No photos this time. Kind of glad, actually. You can't fully experience moments like these if you're busy with your finger on the shutter button. You just have to close your eyes and let the music infiltrate your bones. But don't forget to open them sometimes, because there's a damn good show going on in front of you.
Last night Edward Sharpe and the Magnetic Zeroes played a private show at a lounge in Midtown. Supposedly, this place has a "no photography" policy, but once the show started, sneaky little hands started whipping out their cameras all around the stage. At first, pangs of jealousy shot through my body as I realized my camera could be capturing this. But those pangs subsided quickly as it became apparent that this was one of those moments that can not be contained within the frame of a camera.
Right from the beginning, Alex Ebert would travel the length of the intimate stage (it is not raised on any sot of platform), which sometimes might cause him to become obscured from your view. Not that there was nothing to see when he wasn't in front of you. Your eyes could drift over to the pianist (whose piano Ebert spent the course of a couple songs singing from atop of), they could take in the sight of the tambourine man, or the drummer who wasn't afraid to use his hands, either of the guitarists, or the trumpeter, the blonde (and sorry to say it, not very happy looking) accordionist, or another person playing another instrument that I probably just couldn't see.

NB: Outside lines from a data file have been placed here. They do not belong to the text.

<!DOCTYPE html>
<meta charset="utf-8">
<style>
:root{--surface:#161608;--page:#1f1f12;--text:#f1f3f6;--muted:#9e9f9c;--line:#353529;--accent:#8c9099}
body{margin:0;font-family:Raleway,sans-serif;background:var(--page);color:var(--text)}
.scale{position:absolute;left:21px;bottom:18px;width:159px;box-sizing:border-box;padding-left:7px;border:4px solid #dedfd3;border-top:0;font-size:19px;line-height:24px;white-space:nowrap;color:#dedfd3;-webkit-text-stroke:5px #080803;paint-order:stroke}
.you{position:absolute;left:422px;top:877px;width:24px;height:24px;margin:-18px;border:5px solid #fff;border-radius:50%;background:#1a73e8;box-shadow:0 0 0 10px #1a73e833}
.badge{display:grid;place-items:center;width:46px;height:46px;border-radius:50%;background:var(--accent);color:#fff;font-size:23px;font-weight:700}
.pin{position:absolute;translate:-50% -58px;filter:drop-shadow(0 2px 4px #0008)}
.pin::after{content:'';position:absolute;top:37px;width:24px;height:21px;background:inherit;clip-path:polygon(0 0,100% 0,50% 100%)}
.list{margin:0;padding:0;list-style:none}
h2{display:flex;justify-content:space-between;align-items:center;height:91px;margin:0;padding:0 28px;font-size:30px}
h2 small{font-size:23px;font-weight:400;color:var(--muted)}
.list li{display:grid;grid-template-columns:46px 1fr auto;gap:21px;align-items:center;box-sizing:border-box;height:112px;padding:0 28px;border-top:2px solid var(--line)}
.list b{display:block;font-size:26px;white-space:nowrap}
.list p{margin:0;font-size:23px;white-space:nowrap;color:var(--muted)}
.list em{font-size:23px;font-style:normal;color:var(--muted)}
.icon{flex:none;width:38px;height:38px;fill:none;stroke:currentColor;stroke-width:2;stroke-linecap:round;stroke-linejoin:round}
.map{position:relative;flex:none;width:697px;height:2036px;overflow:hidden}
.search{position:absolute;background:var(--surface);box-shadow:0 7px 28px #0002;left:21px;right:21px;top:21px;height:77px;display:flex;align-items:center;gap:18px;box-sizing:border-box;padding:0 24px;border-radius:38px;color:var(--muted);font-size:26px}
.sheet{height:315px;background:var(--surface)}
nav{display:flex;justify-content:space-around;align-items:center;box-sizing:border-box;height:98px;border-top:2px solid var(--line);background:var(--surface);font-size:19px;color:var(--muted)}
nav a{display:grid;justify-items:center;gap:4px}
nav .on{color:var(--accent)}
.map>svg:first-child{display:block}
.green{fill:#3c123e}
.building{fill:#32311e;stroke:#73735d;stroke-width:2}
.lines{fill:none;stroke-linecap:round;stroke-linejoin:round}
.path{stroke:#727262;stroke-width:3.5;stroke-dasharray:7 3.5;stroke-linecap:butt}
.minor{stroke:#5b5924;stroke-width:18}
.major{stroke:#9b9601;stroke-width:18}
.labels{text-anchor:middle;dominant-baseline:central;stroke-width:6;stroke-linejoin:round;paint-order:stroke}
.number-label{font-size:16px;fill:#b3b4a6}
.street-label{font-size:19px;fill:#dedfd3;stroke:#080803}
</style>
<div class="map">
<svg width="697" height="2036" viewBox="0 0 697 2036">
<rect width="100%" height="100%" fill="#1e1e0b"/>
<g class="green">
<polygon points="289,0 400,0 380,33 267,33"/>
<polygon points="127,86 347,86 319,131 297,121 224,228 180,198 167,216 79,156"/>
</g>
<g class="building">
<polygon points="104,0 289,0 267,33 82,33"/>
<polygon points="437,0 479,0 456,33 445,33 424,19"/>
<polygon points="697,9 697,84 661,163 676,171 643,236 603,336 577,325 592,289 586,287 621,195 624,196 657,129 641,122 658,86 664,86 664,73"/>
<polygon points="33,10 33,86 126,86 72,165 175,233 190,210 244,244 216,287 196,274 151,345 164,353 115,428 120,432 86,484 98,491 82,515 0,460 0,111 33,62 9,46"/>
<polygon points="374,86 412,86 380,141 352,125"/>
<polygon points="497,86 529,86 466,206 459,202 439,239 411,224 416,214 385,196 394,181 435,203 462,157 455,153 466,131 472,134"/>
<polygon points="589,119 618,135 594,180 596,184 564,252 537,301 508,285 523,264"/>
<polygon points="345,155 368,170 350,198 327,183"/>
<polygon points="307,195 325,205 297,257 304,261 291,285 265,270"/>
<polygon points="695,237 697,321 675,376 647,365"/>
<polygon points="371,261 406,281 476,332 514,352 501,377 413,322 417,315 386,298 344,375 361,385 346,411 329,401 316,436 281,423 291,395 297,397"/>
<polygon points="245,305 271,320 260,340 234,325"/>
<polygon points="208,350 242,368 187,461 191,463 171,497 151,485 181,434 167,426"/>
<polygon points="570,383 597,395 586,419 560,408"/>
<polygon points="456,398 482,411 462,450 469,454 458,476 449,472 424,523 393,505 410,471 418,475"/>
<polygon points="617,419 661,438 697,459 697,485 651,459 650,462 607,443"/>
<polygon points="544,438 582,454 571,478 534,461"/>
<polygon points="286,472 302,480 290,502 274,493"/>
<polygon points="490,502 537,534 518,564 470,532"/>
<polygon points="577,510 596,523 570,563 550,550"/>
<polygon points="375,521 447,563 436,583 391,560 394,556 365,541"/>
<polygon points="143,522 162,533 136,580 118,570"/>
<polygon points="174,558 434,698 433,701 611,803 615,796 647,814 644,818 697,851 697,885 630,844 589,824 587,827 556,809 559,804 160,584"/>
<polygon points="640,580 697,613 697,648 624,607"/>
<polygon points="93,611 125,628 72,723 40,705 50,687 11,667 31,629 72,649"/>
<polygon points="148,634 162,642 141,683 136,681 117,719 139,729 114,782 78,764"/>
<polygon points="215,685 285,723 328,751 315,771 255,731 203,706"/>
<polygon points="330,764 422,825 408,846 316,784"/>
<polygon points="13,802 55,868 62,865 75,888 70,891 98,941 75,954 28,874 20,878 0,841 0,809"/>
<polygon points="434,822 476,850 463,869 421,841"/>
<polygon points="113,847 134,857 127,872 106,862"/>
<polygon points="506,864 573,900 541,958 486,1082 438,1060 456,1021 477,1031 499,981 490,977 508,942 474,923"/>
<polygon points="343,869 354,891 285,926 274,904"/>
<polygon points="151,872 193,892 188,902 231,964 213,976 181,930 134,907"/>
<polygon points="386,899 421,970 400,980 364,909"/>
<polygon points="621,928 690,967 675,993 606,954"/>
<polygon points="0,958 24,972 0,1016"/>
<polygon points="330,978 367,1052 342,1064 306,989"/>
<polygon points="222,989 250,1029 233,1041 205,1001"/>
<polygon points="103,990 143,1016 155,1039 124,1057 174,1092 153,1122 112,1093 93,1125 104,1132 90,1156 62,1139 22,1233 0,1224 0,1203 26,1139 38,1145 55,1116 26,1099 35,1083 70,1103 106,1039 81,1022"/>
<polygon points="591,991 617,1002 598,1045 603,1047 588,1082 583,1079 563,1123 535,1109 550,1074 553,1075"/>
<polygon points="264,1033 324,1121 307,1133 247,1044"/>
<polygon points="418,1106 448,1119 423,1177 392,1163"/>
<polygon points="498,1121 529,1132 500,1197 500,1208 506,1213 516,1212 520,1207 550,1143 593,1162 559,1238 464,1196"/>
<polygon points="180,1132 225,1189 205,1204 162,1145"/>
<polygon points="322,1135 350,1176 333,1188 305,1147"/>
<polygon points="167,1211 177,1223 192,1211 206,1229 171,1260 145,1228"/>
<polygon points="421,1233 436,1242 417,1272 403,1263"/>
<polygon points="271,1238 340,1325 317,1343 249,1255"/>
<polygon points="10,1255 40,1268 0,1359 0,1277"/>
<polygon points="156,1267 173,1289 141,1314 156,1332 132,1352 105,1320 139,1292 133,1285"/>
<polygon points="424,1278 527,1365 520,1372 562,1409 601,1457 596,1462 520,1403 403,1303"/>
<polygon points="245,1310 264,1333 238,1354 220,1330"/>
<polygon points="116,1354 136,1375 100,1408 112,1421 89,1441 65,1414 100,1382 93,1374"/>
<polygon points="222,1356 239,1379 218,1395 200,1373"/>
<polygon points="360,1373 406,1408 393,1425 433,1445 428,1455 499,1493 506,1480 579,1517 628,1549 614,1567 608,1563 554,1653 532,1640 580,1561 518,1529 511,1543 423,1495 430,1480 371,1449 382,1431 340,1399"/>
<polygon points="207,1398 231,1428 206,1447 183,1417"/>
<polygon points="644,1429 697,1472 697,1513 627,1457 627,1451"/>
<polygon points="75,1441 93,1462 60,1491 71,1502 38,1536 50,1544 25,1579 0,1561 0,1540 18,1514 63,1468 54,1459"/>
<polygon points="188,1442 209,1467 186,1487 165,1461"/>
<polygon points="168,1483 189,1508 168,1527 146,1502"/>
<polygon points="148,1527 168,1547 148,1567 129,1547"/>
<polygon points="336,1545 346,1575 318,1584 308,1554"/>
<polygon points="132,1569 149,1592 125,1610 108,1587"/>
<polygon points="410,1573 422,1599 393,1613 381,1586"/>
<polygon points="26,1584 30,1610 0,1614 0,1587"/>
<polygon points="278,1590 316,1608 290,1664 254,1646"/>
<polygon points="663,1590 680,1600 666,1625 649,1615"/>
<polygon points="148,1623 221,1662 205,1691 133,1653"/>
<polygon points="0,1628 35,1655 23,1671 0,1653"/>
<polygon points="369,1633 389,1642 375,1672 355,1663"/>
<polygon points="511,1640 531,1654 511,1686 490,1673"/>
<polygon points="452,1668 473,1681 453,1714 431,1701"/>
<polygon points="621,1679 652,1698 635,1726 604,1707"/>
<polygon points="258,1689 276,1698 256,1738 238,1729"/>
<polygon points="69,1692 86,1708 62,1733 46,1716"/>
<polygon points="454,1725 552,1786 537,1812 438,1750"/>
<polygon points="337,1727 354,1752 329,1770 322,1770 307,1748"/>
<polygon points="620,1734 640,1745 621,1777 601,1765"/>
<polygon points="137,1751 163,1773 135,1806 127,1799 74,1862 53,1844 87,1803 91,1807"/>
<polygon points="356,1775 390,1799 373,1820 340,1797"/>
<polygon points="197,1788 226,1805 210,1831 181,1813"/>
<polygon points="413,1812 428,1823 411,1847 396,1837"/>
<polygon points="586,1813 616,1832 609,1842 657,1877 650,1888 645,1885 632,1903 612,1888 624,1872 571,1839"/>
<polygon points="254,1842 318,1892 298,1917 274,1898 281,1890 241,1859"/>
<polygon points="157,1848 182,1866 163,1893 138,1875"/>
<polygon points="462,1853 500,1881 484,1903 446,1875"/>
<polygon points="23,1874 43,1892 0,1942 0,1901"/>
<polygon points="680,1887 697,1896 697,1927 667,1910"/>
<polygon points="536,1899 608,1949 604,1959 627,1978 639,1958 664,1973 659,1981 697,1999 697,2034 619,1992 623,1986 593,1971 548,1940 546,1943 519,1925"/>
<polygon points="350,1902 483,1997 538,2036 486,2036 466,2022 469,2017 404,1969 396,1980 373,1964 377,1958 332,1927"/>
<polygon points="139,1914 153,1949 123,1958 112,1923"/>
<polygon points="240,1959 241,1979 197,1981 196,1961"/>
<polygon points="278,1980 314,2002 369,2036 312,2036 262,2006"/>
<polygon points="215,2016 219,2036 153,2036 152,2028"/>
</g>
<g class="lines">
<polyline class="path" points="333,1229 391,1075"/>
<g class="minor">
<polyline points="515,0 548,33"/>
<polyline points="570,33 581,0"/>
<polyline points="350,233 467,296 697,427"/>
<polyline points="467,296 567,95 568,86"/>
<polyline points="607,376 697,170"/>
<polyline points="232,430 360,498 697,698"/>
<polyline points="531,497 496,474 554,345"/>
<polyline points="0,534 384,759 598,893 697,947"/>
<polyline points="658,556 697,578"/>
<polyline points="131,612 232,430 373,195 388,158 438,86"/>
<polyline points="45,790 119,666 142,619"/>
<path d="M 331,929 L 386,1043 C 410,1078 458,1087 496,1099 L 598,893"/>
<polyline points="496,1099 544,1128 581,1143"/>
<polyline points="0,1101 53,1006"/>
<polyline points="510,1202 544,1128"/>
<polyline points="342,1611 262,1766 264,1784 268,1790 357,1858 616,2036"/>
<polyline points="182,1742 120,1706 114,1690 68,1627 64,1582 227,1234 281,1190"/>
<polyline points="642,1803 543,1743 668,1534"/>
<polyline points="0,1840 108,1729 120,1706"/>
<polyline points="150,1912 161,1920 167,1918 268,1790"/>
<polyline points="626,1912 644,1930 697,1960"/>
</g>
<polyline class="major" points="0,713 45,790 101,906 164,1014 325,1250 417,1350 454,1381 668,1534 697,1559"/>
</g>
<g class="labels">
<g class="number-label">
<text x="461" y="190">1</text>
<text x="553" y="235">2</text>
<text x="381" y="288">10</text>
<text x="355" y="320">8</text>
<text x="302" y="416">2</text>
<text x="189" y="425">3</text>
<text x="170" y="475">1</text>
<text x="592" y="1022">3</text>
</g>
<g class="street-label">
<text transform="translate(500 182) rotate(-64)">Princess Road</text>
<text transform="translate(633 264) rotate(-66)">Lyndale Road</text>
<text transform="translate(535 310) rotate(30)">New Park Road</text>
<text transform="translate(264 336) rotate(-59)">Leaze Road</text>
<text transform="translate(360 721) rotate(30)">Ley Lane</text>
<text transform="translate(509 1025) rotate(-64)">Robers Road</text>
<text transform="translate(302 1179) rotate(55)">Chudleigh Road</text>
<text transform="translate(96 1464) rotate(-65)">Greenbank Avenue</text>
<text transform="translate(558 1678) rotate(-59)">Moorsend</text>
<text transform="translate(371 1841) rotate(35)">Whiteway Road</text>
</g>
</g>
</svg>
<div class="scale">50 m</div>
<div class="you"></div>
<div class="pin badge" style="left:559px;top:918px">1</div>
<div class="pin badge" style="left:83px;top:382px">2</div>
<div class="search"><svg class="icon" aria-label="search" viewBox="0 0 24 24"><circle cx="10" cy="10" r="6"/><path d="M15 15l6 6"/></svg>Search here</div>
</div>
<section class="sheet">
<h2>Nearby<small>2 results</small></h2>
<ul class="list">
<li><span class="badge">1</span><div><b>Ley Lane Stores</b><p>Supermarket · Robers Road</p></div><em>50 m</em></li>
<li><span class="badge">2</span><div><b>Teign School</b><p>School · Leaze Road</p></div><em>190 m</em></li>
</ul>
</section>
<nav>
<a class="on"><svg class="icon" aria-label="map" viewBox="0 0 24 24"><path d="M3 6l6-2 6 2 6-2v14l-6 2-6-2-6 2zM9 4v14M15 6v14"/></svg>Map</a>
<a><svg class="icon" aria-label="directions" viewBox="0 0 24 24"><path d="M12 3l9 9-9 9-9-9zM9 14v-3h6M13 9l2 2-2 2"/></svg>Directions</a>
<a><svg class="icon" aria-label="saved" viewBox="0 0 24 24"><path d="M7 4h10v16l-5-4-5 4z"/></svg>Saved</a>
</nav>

Then there was Jane. There is no other way to describe her but the face and hair of Audrey Tautou in Amélie, and the voice of a choir of angels. Yes, not just one, a whole choir. She could captivate anyone with those pipes and when she and Ebert sang to one another, the love that pervaded the room was palpable.

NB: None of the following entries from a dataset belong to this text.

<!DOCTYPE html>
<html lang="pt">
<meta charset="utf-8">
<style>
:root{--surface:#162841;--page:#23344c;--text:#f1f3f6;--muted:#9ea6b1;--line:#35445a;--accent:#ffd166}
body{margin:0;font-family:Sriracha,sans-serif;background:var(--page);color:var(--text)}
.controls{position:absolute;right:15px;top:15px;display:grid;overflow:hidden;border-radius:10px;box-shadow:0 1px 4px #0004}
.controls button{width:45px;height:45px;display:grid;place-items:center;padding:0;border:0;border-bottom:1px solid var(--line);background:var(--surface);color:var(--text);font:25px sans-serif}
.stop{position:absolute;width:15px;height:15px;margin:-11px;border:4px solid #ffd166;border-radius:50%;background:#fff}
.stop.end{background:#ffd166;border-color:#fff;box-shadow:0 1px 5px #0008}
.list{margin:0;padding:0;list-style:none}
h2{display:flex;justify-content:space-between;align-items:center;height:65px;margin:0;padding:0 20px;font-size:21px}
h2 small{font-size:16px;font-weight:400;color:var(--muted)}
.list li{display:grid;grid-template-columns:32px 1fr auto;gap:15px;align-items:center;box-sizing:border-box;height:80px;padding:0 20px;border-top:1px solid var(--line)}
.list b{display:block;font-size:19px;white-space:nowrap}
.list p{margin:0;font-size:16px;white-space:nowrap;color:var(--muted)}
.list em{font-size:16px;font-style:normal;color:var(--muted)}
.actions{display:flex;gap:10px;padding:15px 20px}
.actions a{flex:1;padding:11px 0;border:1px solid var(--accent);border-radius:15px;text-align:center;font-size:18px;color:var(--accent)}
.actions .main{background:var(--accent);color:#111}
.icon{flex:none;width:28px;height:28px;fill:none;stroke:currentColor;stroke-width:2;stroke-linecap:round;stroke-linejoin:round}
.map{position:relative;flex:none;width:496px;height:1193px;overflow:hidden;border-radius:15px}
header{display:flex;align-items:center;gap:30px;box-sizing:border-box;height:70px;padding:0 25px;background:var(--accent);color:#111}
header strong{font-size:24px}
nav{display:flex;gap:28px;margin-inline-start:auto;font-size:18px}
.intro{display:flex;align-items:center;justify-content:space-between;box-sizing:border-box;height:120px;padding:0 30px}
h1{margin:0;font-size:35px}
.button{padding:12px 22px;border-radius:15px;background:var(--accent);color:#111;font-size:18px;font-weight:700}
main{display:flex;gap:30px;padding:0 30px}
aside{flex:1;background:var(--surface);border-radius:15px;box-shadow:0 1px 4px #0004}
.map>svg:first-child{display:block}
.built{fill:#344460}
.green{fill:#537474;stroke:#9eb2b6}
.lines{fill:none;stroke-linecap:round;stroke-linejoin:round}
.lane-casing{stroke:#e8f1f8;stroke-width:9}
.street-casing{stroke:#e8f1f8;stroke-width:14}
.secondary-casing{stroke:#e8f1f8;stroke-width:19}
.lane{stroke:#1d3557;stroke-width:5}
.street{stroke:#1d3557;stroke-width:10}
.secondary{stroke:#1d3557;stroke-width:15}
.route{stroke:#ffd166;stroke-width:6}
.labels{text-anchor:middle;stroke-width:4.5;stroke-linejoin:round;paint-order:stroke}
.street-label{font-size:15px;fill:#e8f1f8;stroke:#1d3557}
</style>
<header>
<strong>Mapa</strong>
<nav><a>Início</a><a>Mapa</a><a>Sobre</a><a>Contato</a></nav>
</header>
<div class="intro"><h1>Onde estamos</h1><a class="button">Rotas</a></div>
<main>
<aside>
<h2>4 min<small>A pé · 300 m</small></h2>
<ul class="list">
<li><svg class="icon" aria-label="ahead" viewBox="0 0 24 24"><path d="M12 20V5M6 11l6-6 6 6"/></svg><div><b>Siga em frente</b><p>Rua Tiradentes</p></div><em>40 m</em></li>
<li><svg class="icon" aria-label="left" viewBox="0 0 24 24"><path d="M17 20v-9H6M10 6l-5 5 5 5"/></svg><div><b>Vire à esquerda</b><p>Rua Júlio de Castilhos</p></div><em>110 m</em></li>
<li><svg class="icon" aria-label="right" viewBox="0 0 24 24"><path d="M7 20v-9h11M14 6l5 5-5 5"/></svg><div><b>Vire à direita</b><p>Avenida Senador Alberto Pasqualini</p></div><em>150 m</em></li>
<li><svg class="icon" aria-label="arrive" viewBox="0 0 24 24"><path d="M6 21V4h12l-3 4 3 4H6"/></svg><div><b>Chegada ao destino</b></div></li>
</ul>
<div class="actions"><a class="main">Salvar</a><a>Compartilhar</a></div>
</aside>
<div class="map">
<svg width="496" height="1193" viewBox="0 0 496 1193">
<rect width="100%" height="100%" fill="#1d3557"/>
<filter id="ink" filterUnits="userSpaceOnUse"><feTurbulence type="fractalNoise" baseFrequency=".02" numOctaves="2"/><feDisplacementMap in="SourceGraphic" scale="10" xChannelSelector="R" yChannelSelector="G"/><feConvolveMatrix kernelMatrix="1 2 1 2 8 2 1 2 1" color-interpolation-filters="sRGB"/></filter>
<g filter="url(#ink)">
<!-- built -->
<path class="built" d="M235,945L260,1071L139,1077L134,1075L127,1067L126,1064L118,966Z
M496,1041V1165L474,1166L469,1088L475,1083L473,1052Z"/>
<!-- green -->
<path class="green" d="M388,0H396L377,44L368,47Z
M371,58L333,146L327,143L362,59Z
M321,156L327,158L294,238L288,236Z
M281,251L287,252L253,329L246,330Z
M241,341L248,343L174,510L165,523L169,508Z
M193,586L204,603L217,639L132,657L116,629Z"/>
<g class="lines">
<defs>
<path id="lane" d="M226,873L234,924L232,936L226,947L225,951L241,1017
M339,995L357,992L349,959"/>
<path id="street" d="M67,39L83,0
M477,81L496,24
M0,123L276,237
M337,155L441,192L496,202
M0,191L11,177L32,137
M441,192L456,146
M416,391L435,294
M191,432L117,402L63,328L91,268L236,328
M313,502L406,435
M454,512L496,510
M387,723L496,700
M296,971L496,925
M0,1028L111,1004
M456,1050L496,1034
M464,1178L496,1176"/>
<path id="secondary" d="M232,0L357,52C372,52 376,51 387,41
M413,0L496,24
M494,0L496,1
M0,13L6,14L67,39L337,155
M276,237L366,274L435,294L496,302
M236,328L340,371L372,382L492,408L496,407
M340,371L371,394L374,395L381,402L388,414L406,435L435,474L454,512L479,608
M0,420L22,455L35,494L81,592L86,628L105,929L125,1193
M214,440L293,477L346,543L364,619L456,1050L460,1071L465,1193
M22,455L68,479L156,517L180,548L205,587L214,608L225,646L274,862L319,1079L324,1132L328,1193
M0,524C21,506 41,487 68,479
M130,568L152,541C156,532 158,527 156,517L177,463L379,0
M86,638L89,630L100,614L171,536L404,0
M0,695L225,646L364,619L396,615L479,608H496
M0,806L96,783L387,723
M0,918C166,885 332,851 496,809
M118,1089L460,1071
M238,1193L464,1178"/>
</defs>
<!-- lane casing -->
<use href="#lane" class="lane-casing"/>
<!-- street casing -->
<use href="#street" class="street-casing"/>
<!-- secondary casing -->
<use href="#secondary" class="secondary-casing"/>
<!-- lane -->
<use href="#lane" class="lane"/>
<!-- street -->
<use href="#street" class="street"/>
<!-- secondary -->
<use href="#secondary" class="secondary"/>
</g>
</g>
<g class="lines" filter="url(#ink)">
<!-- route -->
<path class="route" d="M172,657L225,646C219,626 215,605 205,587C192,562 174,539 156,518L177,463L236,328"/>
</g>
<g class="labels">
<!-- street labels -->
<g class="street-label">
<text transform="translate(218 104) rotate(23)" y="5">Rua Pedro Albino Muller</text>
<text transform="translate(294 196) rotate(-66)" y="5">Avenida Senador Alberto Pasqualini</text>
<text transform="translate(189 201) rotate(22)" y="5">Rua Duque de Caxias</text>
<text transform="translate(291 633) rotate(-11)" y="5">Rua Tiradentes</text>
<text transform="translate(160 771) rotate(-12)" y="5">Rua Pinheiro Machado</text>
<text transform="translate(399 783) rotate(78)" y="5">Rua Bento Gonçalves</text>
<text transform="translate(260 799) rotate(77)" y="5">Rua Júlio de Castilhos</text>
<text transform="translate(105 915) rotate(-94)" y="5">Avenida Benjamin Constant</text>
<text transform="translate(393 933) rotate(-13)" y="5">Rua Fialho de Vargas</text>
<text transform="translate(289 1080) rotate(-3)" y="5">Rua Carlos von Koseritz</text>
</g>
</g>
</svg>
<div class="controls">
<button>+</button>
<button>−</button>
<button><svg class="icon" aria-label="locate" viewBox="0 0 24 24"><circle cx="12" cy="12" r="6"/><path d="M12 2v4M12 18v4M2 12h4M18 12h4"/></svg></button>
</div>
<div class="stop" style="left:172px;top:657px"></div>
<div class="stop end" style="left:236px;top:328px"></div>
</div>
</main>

As the show went on, one could honestly be brought close to tears. Okay, I was brought close to tears. Whatever, it was beautiful. When the band played "Home" people really started to lose it. Ebert and his band play with their hearts and souls, and every vessel in their being. They don't want their magic to be lost, they want to spread it around and gather everyone in to feel their passion. Ebert grabbed our corner of the stage and started clapping his hands at a quick and tight pace, and as everyone he beckoned to felt compelled to join in, the speed of the clapping escalated but no one missed a beat. At the end it was like exaltation, my friend and I looked at one another and all I could say was,
"Did you feel that?"
I suppose it helps that he looks like Jesus.
Included are a couple of songs by the band in case you are not familiar. Honestly, this music is best suited for being heard live, outside in the open, with your feet bare and the dirt of the earth beneath them. But if you have the chance to see them live anywhere, take it.